Now, we have a more useful chorus function, because we can modify the day time and night time activities of our lumberjack! So the first call to our function will print:

I'm a lumberjack and I'm OK

I sleep all night and I work all day

But the second will print:

I'm a lumberjack and I'm OK

I party all night and I sleep all day

Let's have a closer look at what is happening here. The first line of the function definition defines two 'formal parameters', dayTimeActivity and nightTimeActivity. These parameters are much like variables that will be initialised when the function is called.

def lumberJackChorus(dayTimeActivity, nightTimeActivity):

So when the function is called like this:

lumberJackChorus('work', 'sleep')

...the parameter dayTimeActivity will be a string with value 'work', and the parameter nightTimeActivity will be a string with value 'sleep'. These parameters are used within the function to print the appropriate value.

Functions can return a value

Not only can we pass values to a function as parameters, but a function can return values back to the ‘place’ where it was called. The classic examples of this are the math functions such as sin, or sqrt (square root), or abs (absolute value). So for example, we can calculate the square root of four by using:

# The sqrt function is found in the math module,
# so first we need to import it at the top of our program
from math import sqrt

# now print the square root of 4

print sqrt(4.0)

In this example, the sqrt function has accepted the value 4 and will return the value 2.0, which will in turn be printed by the print statement. Note the effect of the line:

print sqrt(4.0)

is just as if we had written:

print 2.0

Now let's write our own function that returns a value.

# add three to any number

def addThree(x):

return x + 3

The return statement returns (sends back to the caller) a result. In this case, the result returned is simply a number that is three more than the parameter x. So for example if we call the function like this:

print addThree(5)

...then the value printed will be 5 + 3 = 8.

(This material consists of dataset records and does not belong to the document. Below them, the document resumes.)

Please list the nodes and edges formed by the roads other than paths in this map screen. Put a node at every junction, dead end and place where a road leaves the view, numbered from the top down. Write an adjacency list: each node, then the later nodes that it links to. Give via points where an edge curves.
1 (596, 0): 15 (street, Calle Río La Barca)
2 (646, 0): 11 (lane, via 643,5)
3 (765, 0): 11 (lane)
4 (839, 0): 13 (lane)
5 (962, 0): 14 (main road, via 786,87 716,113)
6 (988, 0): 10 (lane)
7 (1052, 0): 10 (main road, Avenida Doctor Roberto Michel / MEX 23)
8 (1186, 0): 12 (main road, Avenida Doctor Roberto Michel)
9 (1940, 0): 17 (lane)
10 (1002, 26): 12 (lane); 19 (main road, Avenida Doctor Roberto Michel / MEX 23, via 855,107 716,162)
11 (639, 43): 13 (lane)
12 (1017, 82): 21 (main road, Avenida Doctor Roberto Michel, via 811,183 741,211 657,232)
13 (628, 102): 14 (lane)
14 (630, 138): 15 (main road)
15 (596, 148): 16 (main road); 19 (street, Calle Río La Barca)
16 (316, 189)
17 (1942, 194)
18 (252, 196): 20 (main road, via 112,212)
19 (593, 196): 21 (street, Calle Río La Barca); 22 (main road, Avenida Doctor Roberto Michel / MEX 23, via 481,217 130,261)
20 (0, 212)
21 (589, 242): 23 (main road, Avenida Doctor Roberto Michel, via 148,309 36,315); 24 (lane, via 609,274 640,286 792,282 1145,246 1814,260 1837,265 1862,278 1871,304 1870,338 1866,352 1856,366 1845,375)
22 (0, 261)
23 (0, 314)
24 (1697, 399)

Note that the effect of this call is the same as if we had written '8' instead of 'addThree(5)'. The expression 'addThree(5)' has the value 8. Thus we can use function calls just like any other variable in an expression. Here is another example using our addThree function:

a = 2

b = addThree(a)

print 'a =', a, ' b =', b

In this case, the value of variable 'a' (that is, 2) is passed to the function, and the value 2+3=5 is returned. This value is then assigned to variable 'b'. So at the end of this code, 'a' has the value 2, and 'b' has the value 5. Note carefully that the value of variable 'a' is not changed by the function. If we want to modify the variable 'a', we would need to go:

a = addThree(a)

Functions can contain arbitrary code

So far, we have just shown some very simple calculations within a function. By you can define variables, and put any statements you like inside the function. You can even define more functions inside a function if you need to!

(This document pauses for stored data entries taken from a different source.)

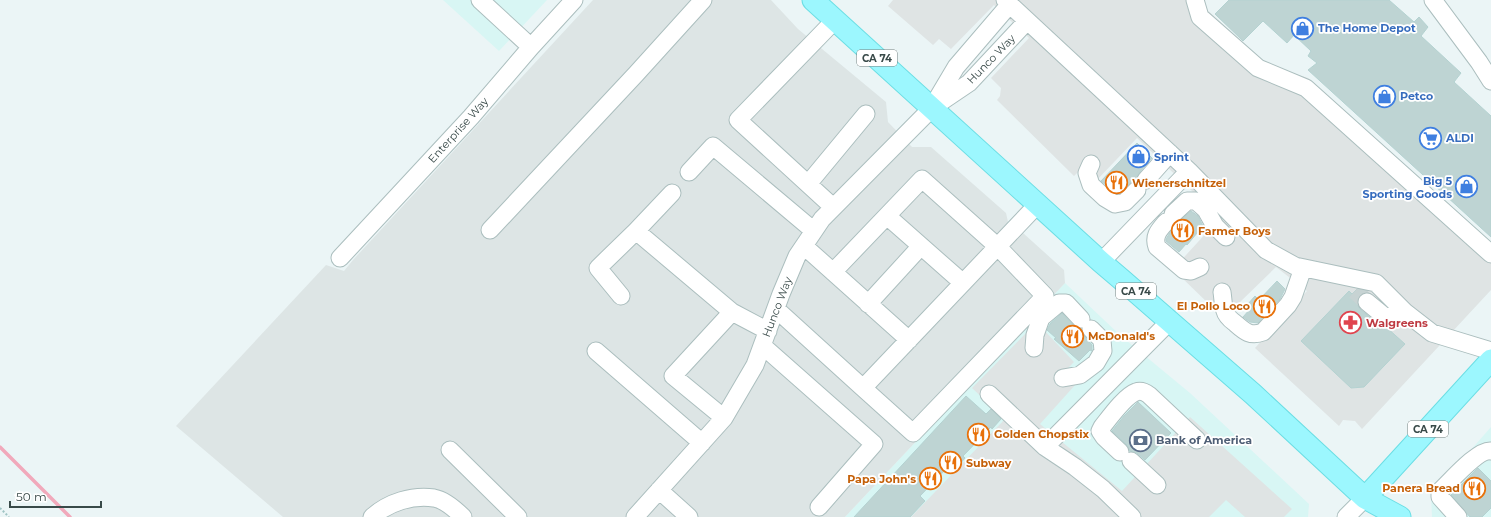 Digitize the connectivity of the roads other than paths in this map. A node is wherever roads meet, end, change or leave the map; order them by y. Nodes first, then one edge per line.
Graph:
1 (480, 0) edge
2 (574, 0) edge
3 (703, 0) edge
4 (1195, 0) edge
5 (1433, 0) edge
6 (1007, 2) edge
7 (823, 9) edge
8 (1027, 21) junction
9 (531, 47) junction
10 (1491, 82) edge
11 (932, 108) junction
12 (866, 114) dead end
13 (1170, 153) junction
14 (1091, 164) dead end
15 (1189, 171) junction
16 (689, 172) dead end
17 (808, 184) junction
18 (672, 193) dead end
19 (1037, 205) junction
20 (833, 207) junction
21 (887, 216) junction
22 (490, 230) dead end
23 (636, 231) junction
24 (814, 231) junction
25 (1226, 237) dead end
26 (804, 246) junction
27 (922, 246) junction
28 (998, 247) junction
29 (1491, 254) edge
30 (340, 258) dead end
31 (1101, 262) junction
32 (1200, 267) dead end
33 (1303, 268) junction
34 (833, 272) junction
35 (1338, 275) junction
36 (963, 283) junction
37 (1222, 292) dead end
38 (621, 296) dead end
39 (868, 304) junction
40 (776, 309) junction
41 (732, 312) junction
42 (1405, 312) junction
43 (1170, 321) junction
44 (765, 338) junction
45 (909, 340) junction
46 (1034, 348) dead end
47 (596, 351) dead end
48 (1491, 351) edge
49 (1491, 360) edge
50 (1063, 378) dead end
51 (863, 388) junction
52 (989, 394) dead end
53 (724, 418) junction
54 (1197, 440) dead end
55 (702, 443) junction
56 (1045, 447) junction
57 (450, 450) dead end
58 (1491, 451) edge
59 (1156, 485) dead end
60 (659, 490) junction
61 (819, 507) dead end
62 (1367, 508) edge
63 (372, 517) edge
64 (463, 517) edge
65 (518, 517) edge
66 (635, 517) edge
67 (689, 517) edge
68 (1132, 517) edge
69 (1346, 517) edge
70 (1400, 517) edge
71 (1458, 517) edge

1 - 9 street
2 - 9 street, Enterprise Way
3 - 22 street
4 - 29 street
5 - 10 street
6 - 8 street
6 - 11 street, Hunco Way
7 - 11 main road, CA 74
7 - 17 street
8 - 11 street, Hunco Way
8 - 13 street
9 - 30 street, Enterprise Way
11 - 19 main road, CA 74
11 - 20 street, Hunco Way
12 - 17 street
13 - 14 street
13 - 15 street
15 - 31 street
15 - 33 street
16 - 24 street
17 - 20 street
18 - 23 street
19 - 28 street
19 - 31 main road, CA 74
20 - 24 street, Hunco Way
21 - 27 street
21 - 28 street
21 - 34 street
23 - 38 street
23 - 41 street
24 - 26 street, Hunco Way
25 - 32 street
26 - 34 street
26 - 40 street, Hunco Way
27 - 36 street
27 - 39 street
28 - 36 street
28 - 51 street
31 - 43 main road, CA 74
33 - 35 street
33 - 37 street
34 - 39 street
35 - 42 street
35 - 42 street
36 - 45 street
39 - 45 street
40 - 44 street, Hunco Way
40 - 51 street
41 - 44 street
41 - 53 street
42 - 48 street
43 - 56 street
43 - 62 main road, CA 74
44 - 53 street, Hunco Way
44 - 61 street
45 - 51 street
46 - 50 street
47 - 55 street
49 - 62 main road, CA 74
52 - 56 street
53 - 55 street, Hunco Way
54 - 59 street
55 - 60 street, Hunco Way
56 - 68 street
57 - 65 street
58 - 71 street
60 - 66 street, Hunco Way
60 - 67 street
62 - 69 street
62 - 70 main road
63 - 64 street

Let’s look at a few more examples of functions. The example below defines a function that finds the maximum of two numbers. Here we have used an if-statement to check which of the two parameters is largest.

# find the maximum of two numbers

def maximum(a, b):

if a > b:

return a

else:

return b

print 'The maximum of 3 and 4 is:', maximum(3, 4)

For more information about functions, see:

  • The Python Tutorial  4 More control flow tools  4.6 Defining functions
  • Non-programmer's Tutorial  Defining functions

Objects and methods

The most significant development in programming practice in the last decade is the widespread adoption of object-oriented programming. This unit does not cover the details of object-oriented programming, however most modern scripting languages do support object-oriented programming.